Ducote materialised with not insubstantial relief and took charge of the situation. The hulk of the Endeavour hung in space, secondary explosions adding to the expanding debris cloud surrounding the ship, and he had to again confront the burden of losing people under his command. Amasov's years of influence on him helped him adjust his thinking, though, and he avoided a fit of despair. Instead, he planned to make the deaths count for something. They were still inside Federation space, which meant both that the lifeboats had a good chance of being rescued by friendlies and that those same friendlies would be in danger of Borg attack in turn. They had to try and warn any incoming ships of the exact scale of the danger they'd be in - but the task was complicated by the fact that their subspace communication array had been wrecked by damage sustained in the runabout's ejection from the Endeavour´s bay and precluded any attempt at long-range communication.
However, the partially-upgraded sensors on the Niger were capable of picking out the Borg warp trail against the background noise of the environment, and so the runabout went to trace it back to its origin inside the Azure Nebula. He couldn't abide the thought that his reunion with Blue might be in an assimilation chamber.
Personality profile
Generally speaking, Ranaan was open and friendly, though he had been embittered somewhat by his experiences on Starbase 147. His sense of humour trended towards the dark after what he'd witnessed, but he would never claim to be above the odd incredibly-cheesy pun. Underneath his latter brittleness there was a core of determination; never once during his lowest moments of his leave from Starfleet did he consider resigning his commission. On the contrary, he worked hard to overcome the obstacles that had been placed in his way.

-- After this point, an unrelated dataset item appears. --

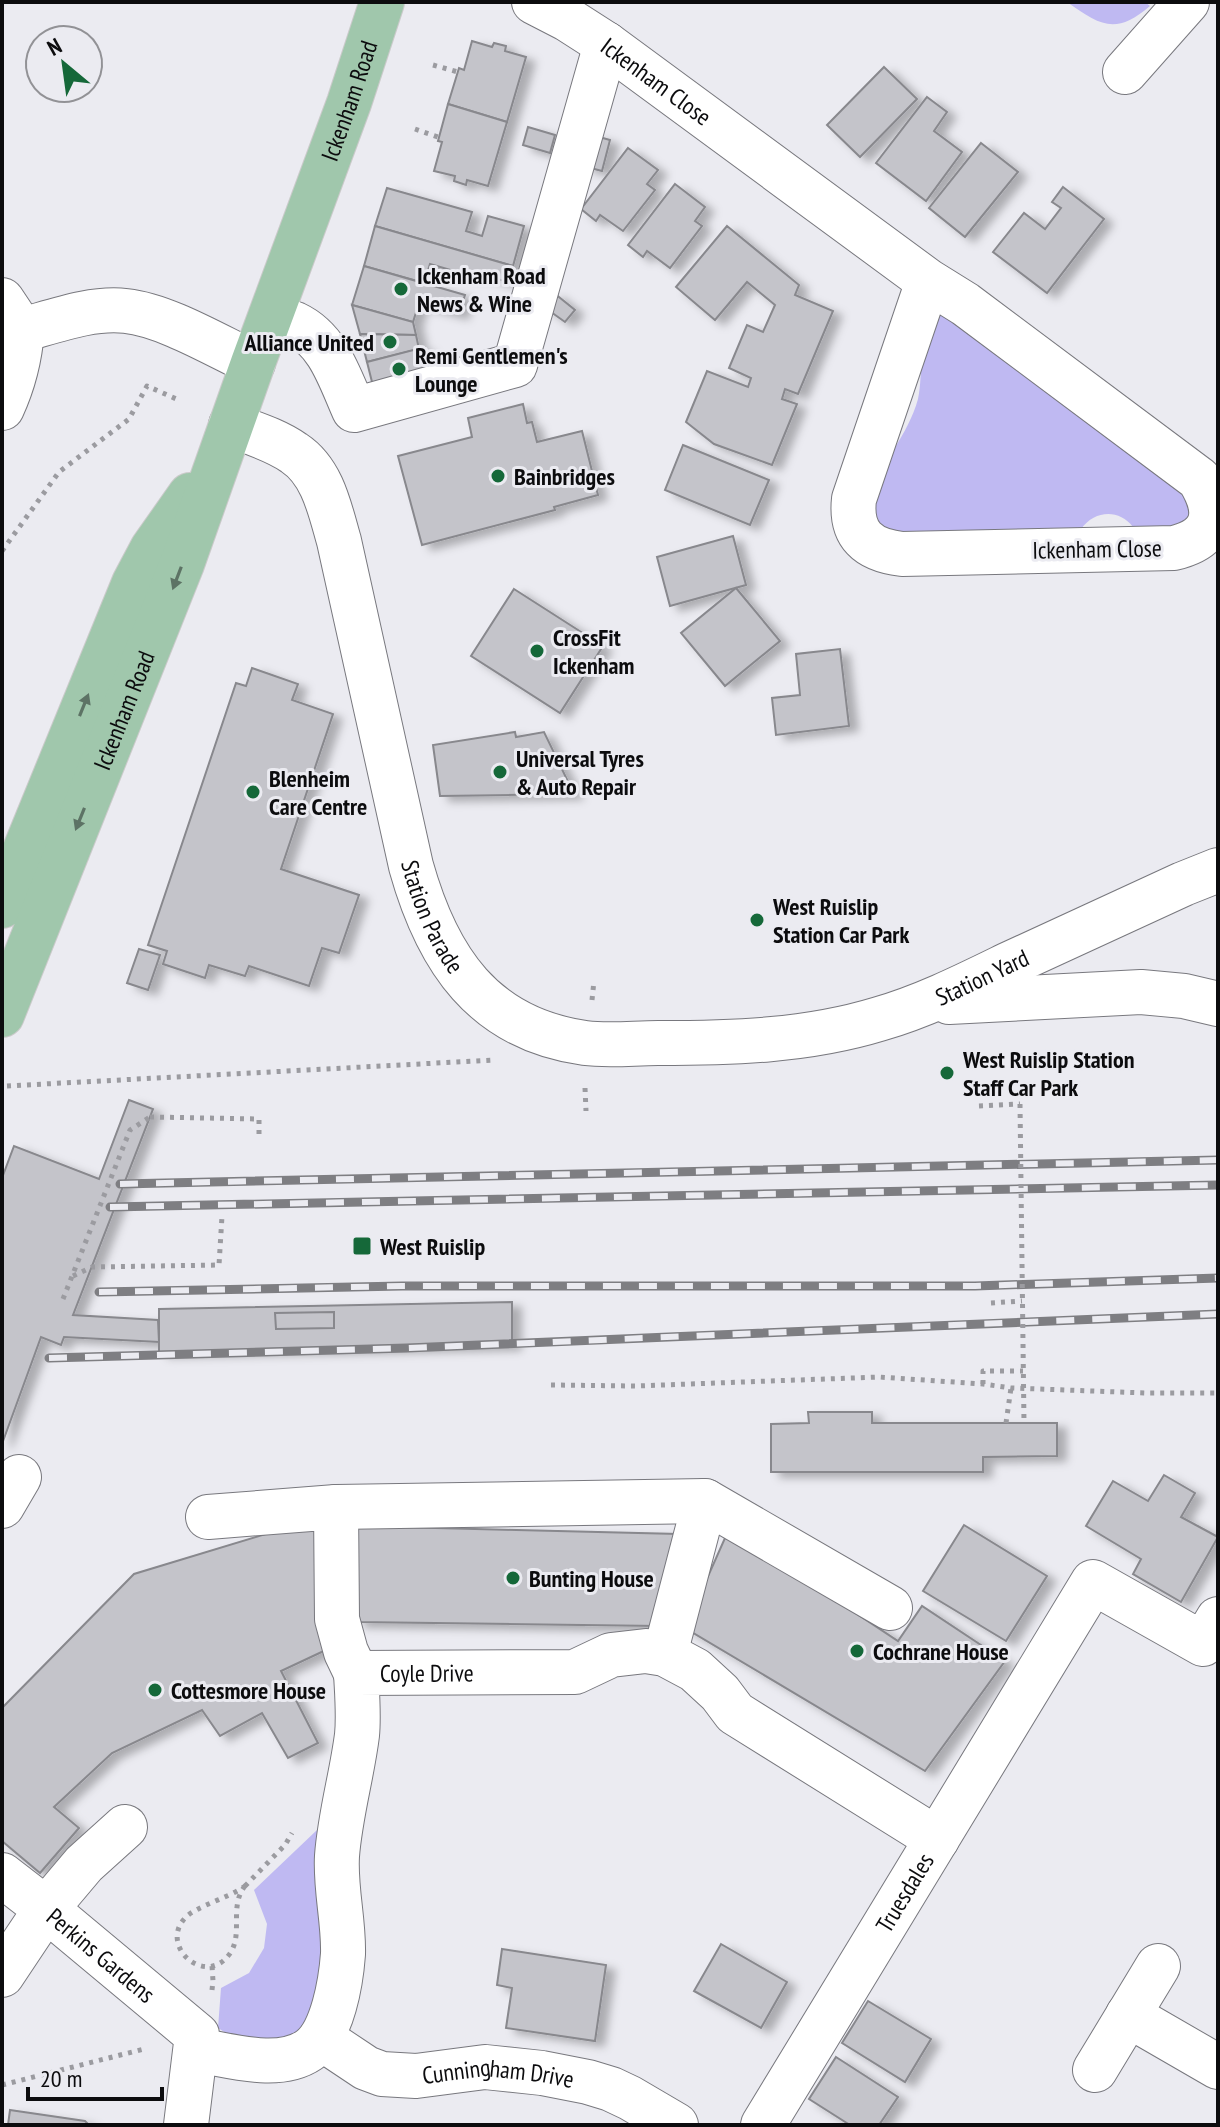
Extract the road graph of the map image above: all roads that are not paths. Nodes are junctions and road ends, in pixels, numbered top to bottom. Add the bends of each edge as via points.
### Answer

There were few lengths to which he would not go to defend those in his charge, though the degree to which his past guilt was to blame for it was up for debate.
Physical Profile
Common to all those with at least one Betazoid parent, Ranaan retained their obsidian-black irises. Otherwise, he was fairly tall and solidly built; his early career in the more physical parts of Starfleet as well as his personal interest in sporting competition resulted in a good degree of physical fitness. He was fairly weathered by his outdoor pastimes and less-than-comfortable career, but he had managed to avoid any grievous or scarring injury on his own part as far as the destruction of the Endeavour.
His voice, always somewhat gravelly, became a little harsh after a few instances of inhaling metal vapours in the aftermath of the attack on 147, and carried a latin burr around the edges of his accent thanks to his native Portuguese.
Special Notes
The empathy endemic to most Betazoid-hybrids was damaged in Ducote; the trauma he suffered on Starbase 147 stunted his ability to detect and process the emotions of those around him. While some part-Betazoids could detect small groups or individuals from great distances, Ducote could only reliably sense people from a few dozens of metres away at best, and in ideal conditions. There were a small number of exceptions to this rule, most particularly in the case of Blue Tiran who he could sense at ranges close to his previous maximum, but otherwise his talents were unreliable.